Kieron Dyer, by his own admission, failed to fulfil the huge potential that he showed as a youngster.He still enjoyed a decent career - playing for the likes of Ipswich Town, Newcastle United and West Ham - but, unfortunately, there will always be that question of ‘what if’ hanging over him.Dyer also made 33 senior appearances for England, which is an achievement in its own right, but that tally would have been even higher were it not for a succession of injuries and his questionable attitude during the early years of his career.The 39-year-old, whose autobiography is currently being serialised in the British press, admits the penny only finally dropped for him when he was 28 years old - and by then it was too late.However, Dyer still made a fortune from football and, perhaps more importantly, many great memories along the way.He played alongside some of the best English players of the last generation including Steven Gerrard, Frank Lampard and Paul Scholes.But it’s Scholes, the Manchester United legend, who Dyer rates as the best player he played with during his career.

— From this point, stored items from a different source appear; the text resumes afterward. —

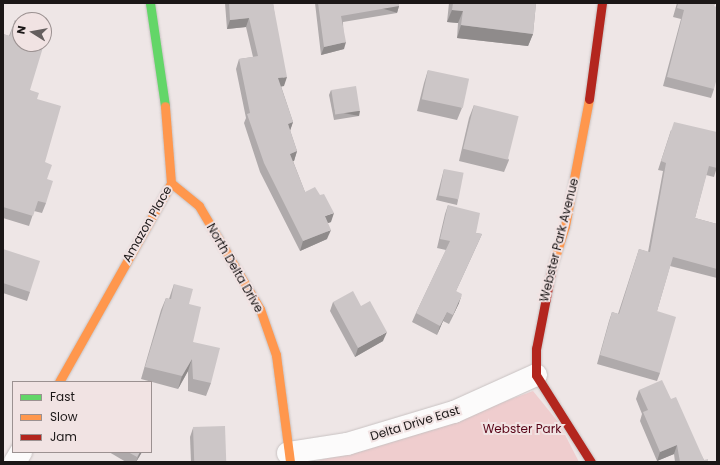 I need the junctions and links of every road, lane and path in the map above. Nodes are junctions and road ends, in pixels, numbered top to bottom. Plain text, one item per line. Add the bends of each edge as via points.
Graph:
1 (150, 3) edge
2 (602, 3) edge
3 (171, 183) junction
4 (536, 375) junction
5 (60, 381) edge
6 (20, 453) edge
7 (289, 458) edge
8 (15, 462) edge
9 (591, 462) edge

1 - 3 street, Amazon Place via 170,140
2 - 4 street, Webster Park Avenue via 590,96 565,226 547,284 536,349
3 - 5 street, Amazon Place
3 - 7 street, North Delta Drive via 199,206 260,309 276,355
4 - 7 street, Delta Drive East via 454,412 347,444
4 - 9 street via 555,400
6 - 8 street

Dyer: What happened with Scholes that I'd never seen before

Writing in his autobiography, Dyer has revealed what happened with Scholes during one England training session that he only ever saw happen once.

“Paul Scholes was the best player I played with and people like Xavi and Zinedine Zidane counted him as their favourite player,” Dyer writes, per the Daily Mail.

“Other nations would have used him as their fulcrum but Sven Goran Eriksson’s first-choice midfield was always David Beckham on the right, Frank Lampard and Steven Gerrard in the centre and Scholes on the left.

“We didn’t have a football culture that appreciated him. So we wasted him by putting him on the left and banished him to the margins. It was disrespectful, one of the biggest crimes ever.

“When you talk about Gerrard, Lampard and Scholes, Scholes was the best of the three and yet he was asked to give way. He was the absolute master of one touch in training. One day he scored three or four goals — and I’m not talking tap-ins. I’m talking 25-yarders-lodging-in-the-stanchion-type goals.

“When the session was over, the rest of the England players formed a guard of honour and clapped him off the pitch. I’d never seen that before and I never saw it again.”

Has this ever happened to another player before?

Wow. That’s the first time we’ve ever heard of a player receiving a guard of honour in training for their exploits during one session.

Dyer’s anecdote just provides further weight to the argument that Scholes, rather than Lampard or Gerrard, was the best player of the midfield trio.